Antonio Álvarez Gallego, director de operaciones de Bolschare Energy, comparte un enfoque que va más allá de la teoría: ya se está aplicando en nuestras explotaciones superintensivas de olivos y almendros. Un modelo probado, económicamente viable y escalable, estructurado en tres fases:
🔆 Fase 1 — Energía fotovoltaica para autoconsumo. El riego se lleva a cabo durante las horas diurnas; la generación se produce simultáneamente. La sincronización es inherente. La amortización de la inversión se alcanza en un plazo de 5 a 7 años, con una vida útil superior a los 25 años.
🌱 Fase 2 — Biogás. La demanda de riego se extiende a los periodos nocturnos, y los residuos agrícolas —junto con los de las comunidades rurales vecinas— representan una ventaja competitiva en lugar de un centro de costes.

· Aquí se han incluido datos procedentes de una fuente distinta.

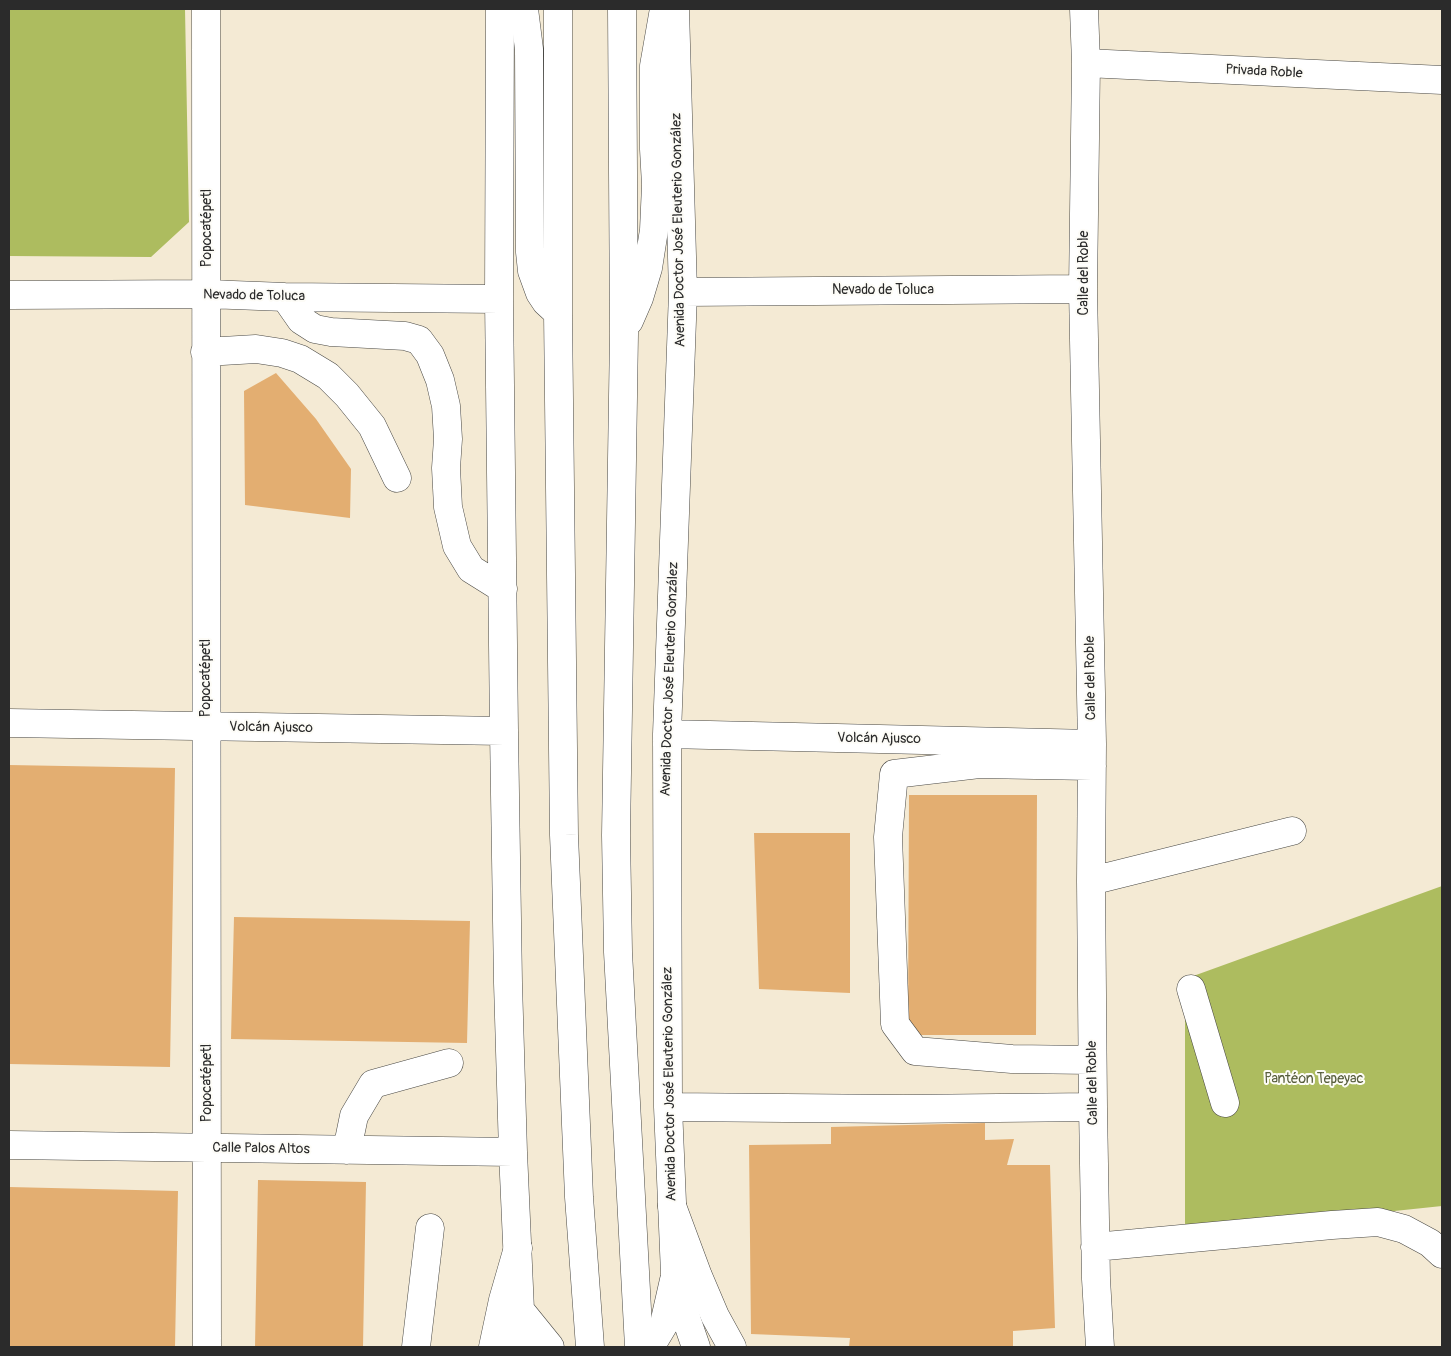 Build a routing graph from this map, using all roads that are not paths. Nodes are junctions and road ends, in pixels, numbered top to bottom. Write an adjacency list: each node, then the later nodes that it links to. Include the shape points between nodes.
1 (206, 9): 13 (main road, Popocatépetl)
2 (500, 9): 16 (main road)
3 (524, 9): 17 (main road, via 529,49 532,271 540,293)
4 (558, 9): 17 (main road)
5 (622, 9): 18 (main road)
6 (664, 9): 18 (main road, via 654,66 654,230 648,268)
7 (675, 9): 12 (main road, Avenida Doctor José Eleuterio González)
8 (1084, 9): 9 (main road, Calle del Roble)
9 (1086, 63): 10 (main road, Privada Roble); 11 (main road, Calle del Roble)
10 (1442, 80)
11 (1083, 289): 12 (main road, Nevado de Toluca); 26 (main road, Calle del Roble)
12 (683, 292): 25 (main road, Avenida Doctor José Eleuterio González)
13 (207, 294): 14 (main road, Nevado de Toluca); 15 (main road, Nevado de Toluca); 19 (main road, Popocatépetl)
14 (9, 295)
15 (285, 297): 16 (main road, Nevado de Toluca); 21 (main road, via 301,320 315,329 420,340 440,380 446,406 448,506 457,546 471,569)
16 (499, 299): 21 (main road)
17 (558, 312): 52 (main road, via 564,835 579,1197)
18 (624, 334): 53 (main road, via 616,835 618,952)
19 (205, 352): 20 (main road, via 256,349 282,353 300,359 328,376 372,426); 23 (main road, Popocatépetl)
20 (397, 478)
21 (503, 589): 24 (main road)
22 (9, 723): 23 (main road, Volcán Ajusco)
23 (206, 726): 24 (main road, Volcán Ajusco); 36 (main road, Popocatépetl)
24 (504, 732): 38 (main road)
25 (666, 734): 26 (main road, Volcán Ajusco); 34 (main road, Avenida Doctor José Eleuterio González)
26 (1092, 755): 28 (main road, Calle del Roble); 30 (main road, via 894,774 888,836 894,1024 915,1051 1012,1059)
27 (1292, 831): 28 (main road)
28 (1091, 881): 30 (main road, Calle del Roble)
29 (1190, 989): 32 (main road)
30 (1092, 1060): 33 (main road, Calle del Roble)
31 (448, 1063): 37 (main road, via 373,1084 354,1116)
32 (1225, 1103)
33 (1093, 1107): 34 (main road); 41 (main road, Calle del Roble)
34 (668, 1108): 39 (main road, Avenida Doctor José Eleuterio González)
35 (9, 1145): 36 (main road, Calle Palos Altos)
36 (208, 1148): 37 (main road, Calle Palos Altos); 47 (main road, Popocatépetl)
37 (347, 1150): 38 (main road, Calle Palos Altos)
38 (513, 1152): 42 (main road)
39 (672, 1206): 44 (main road, Avenida Doctor José Eleuterio González); 56 (main road, via 715,1316)
40 (430, 1228): 48 (main road)
41 (1095, 1246): 43 (main road, via 1378,1222 1404,1229 1430,1243); 46 (main road, Calle del Roble)
42 (518, 1248): 45 (main road); 49 (main road)
43 (1442, 1254)
44 (675, 1274): 54 (main road, via 664,1324); 55 (main road, Avenida Doctor José Eleuterio González)
45 (520, 1310): 50 (main road); 51 (main road)
46 (1103, 1344)
47 (207, 1347)
48 (416, 1347)
49 (493, 1347)
50 (520, 1347)
51 (550, 1347)
52 (590, 1347)
53 (639, 1347)
54 (644, 1347)
55 (696, 1347)
56 (732, 1347)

♻️ Fase 3 — Economía circular. El digestato de las plantas de biogás se transforma en fertilizantes orgánicos que se devuelven al suelo, cerrando así el ciclo de forma efectiva. Resultados medidos de la Fase 1, certificados a través de nuestra plataforma Arima (acreditada por AENOR):
▸ 60 % de cobertura del consumo energético de la explotación
▸ 45 % de reducción en los costes operativos
▸ Reducción de más del 50 % en las emisiones de CO₂
▸ Menor contaminación acústica
La agricultura ha experimentado una industrialización. Al igual que cualquier otro sector, su competitividad depende ahora de la eficacia con la que gestione la energía. Nuestro agradecimiento a Expoenergea y a todos los asistentes, cuyos debates reforzaron un mensaje claro: el futuro de la agricultura se encuentra en la intersección entre la energía, la agricultura y el territorio.